その二冊ともう一つ『モントリア紀行』という書籍を手に取って近くに居た店主に尋ねた。

「これいくら?」

「おう、その錬金術と薬師の二冊は希少本なのじゃが、多少汚れておるからのぉ。
 本来ならば一冊が大銀貨3枚ほどもするのじゃが、・・・。
 三冊とも買ってくれるならばおまけして大銀貨5枚で良いぞ。

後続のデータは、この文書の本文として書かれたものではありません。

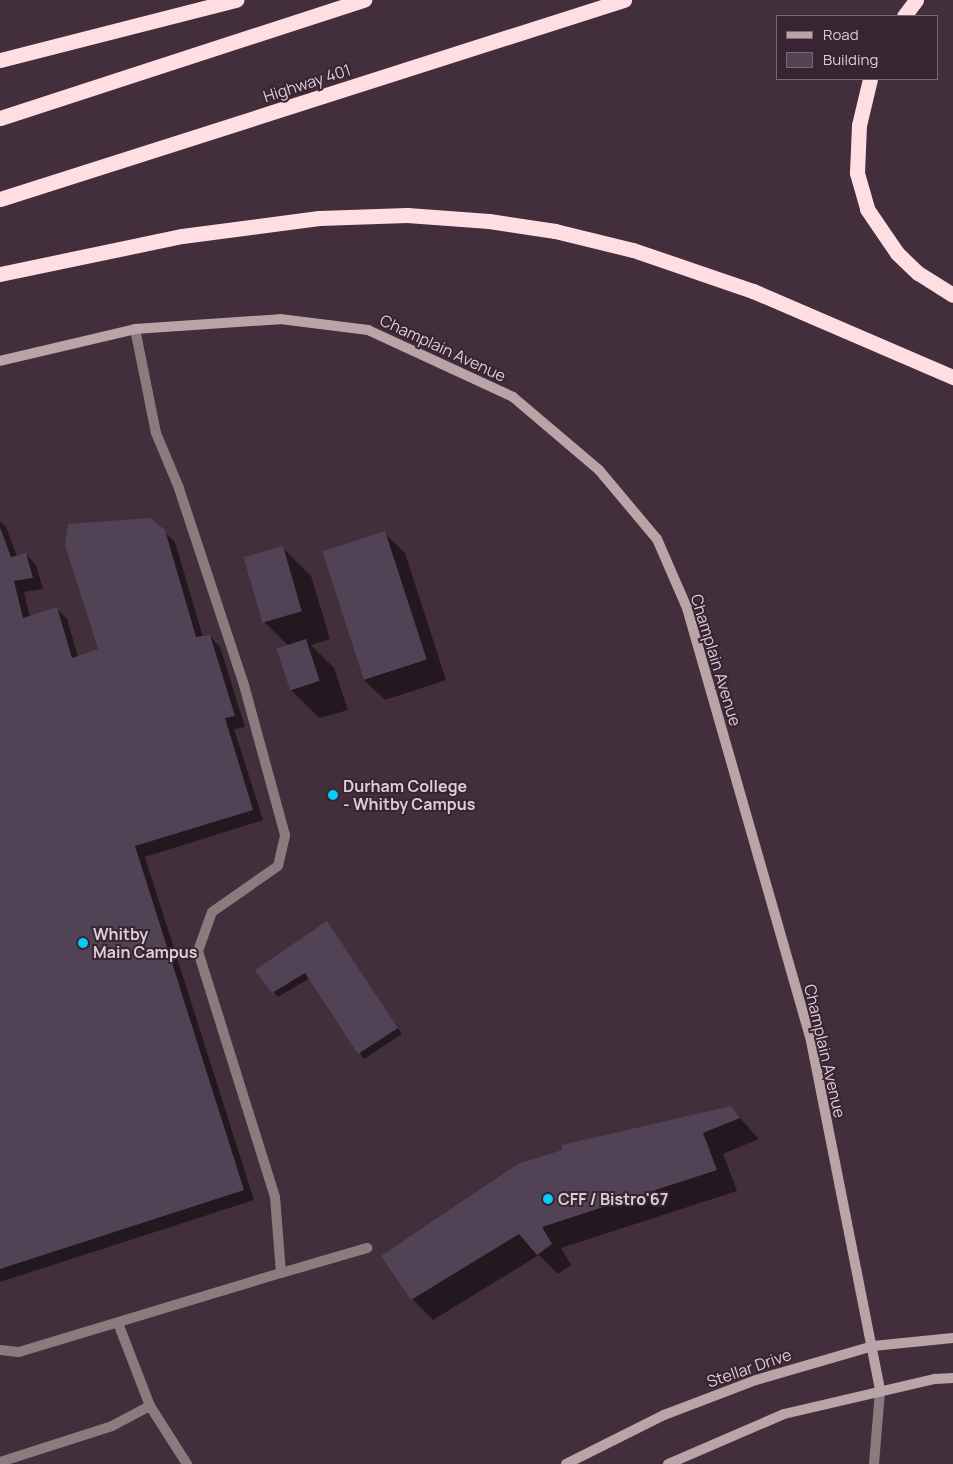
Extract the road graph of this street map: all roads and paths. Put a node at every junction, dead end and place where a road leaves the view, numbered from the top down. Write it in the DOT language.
graph roads {
  1 [pos="236,0"];
  2 [pos="364,0"];
  3 [pos="624,0"];
  4 [pos="916,0"];
  5 [pos="905,15"];
  6 [pos="0,60"];
  7 [pos="870,80"];
  8 [pos="0,118"];
  9 [pos="0,199"];
  10 [pos="0,274"];
  11 [pos="953,295"];
  12 [pos="135,329"];
  13 [pos="0,362"];
  14 [pos="953,377"];
  15 [pos="367,1248"];
  16 [pos="281,1273"];
  17 [pos="118,1323"];
  18 [pos="953,1338"];
  19 [pos="873,1346"];
  20 [pos="0,1350"];
  21 [pos="953,1378"];
  22 [pos="880,1391"];
  23 [pos="150,1406"];
  24 [pos="0,1462"];
  25 [pos="187,1464"];
  26 [pos="566,1464"];
  27 [pos="668,1464"];
  28 [pos="874,1464"];
  1 -- 6 [label="highway"];
  2 -- 8 [label="highway"];
  3 -- 9 [label="highway, Highway 401"];
  4 -- 5 [label="highway"];
  7 -- 11 [label="highway"];
  10 -- 14 [label="highway"];
  12 -- 13 [label="main road, Champlain Avenue"];
  12 -- 16 [label="lane"];
  12 -- 19 [label="main road, Champlain Avenue"];
  15 -- 16 [label="lane"];
  16 -- 17 [label="lane"];
  17 -- 20 [label="lane"];
  17 -- 23 [label="lane"];
  18 -- 19 [label="main road, Stellar Drive"];
  19 -- 22 [label="main road, Champlain Avenue"];
  19 -- 26 [label="main road, Stellar Drive"];
  21 -- 22 [label="main road"];
  22 -- 27 [label="main road"];
  22 -- 28 [label="lane"];
  23 -- 24 [label="lane"];
  23 -- 25 [label="lane"];
}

」

 先ほどの上方修正で大銀貨一枚が日本円の二万円相当の感覚ならば三冊で10万円以上ということになるか?
 この世界の紙は製造技術が杜撰だから、紙は高いものなのだろう。

 おまけに印刷技術はもたらされていないか進展していない。
 従って写本などの手間暇をかけて生み出される書籍自体が非常に高価なものであることはわかる。

 俺は、その三冊を購入することにした。
 インベントリと化したバックパックに収容すると、すぐにインベントリ目録が立ち上がり、三冊の書籍の名前が表示された。

 そのうちの『初級錬金術』に意識を向けると、瞬時にその内容が脳内に転写されたのだ。
 おい、おい、おい⁉ オイ、オイ、オイ!!
 なんじゃぁ、これは?

 チートにしても度が過ぎるんじゃないの?
 幼女神様、あんた、いくら何でもやり過ぎでしょう。

 これが世間一般の人にできることなら文句はないけれど、これは明らかに違うでしょう。
 インベントリに入れてちょっとその存在を確認した途端に中身が全て頭に入るなんて、これ図書館に行って書物を借りて、一旦インベントリに入れたならもう知識・情報の取り放題でしょうが。

 そんなわけで、宿であるキライアの荘館に着くわずかの間に、三冊の書籍全てが頭の中に入っていましたよ。ハイ。
 因みに紀行本に記載されているモントリアとは、ジェスタ王国西部の辺境地帯のことのようである。

 この紀行本は百年ほど前にとある地方領主の次男の手によって書かれた旅行記であるようで、ジェスタ王国勃興の二代ほど前に栄えていた古王国の遺跡への旅行記が主に描かれていた。
 俺の役に立ったのは書かれたのが百年ほど前と言いながら、庶民の暮らしぶりや慣行それに旅の常識などが結構詳しく書かれていたことだろう。

 何で百年ほど前と判ったかって?
 冒険者ギルドにも錬金術・薬師ギルドにも暦が貼ってあって、そこにベルム歴724年と書いてあったからだ。

 因みに今日はベルム歴724年晩秋月の16日だ。
 で、紀行本の著述年がベルム歴619年初春月と書いてあれば、著作が今から105年前のものと判ったわけである。

 辺境を貴族の御曹司一人で歩けるわけも無く、冒険者に護衛を頼みながらの旅行なので結構金がかかっている筈だ。
 貴族様でもなければできないことなのだろう。

 本来ならば当該貴族の蔵書として収まっている筈だろうが、何らかの事情で古書として売り払われたようだ。
 俺が宿に戻った時には既に夕暮れに近かった。

 一旦部屋に落ち着いてから、食事を頼んだ。
 部屋は有名ホテルのスイートルームよりもかなり豪奢な作りだった。

 凄く広い部屋にはアンティークな家具があちらこちらに散りばめられている上に、所謂居室になるだろうこの部屋は多分30畳敷ほどの広さになるんじゃないかと思う。
 勿論、寝室は別室になっている。

 因みに寝室だけで、行徳にあった俺の2K借家の総面積15.5畳よりも広い間取りであり、寝室にはテレビや映画でしか見たことのない天蓋付きのキングサイズベッドがでんと据え置かれていた。
 俺の部屋は、宿の三階の部屋なのだが、ベランダも広く、周囲の他の建物が殆ど二階建て以内であるため見晴らしもいい。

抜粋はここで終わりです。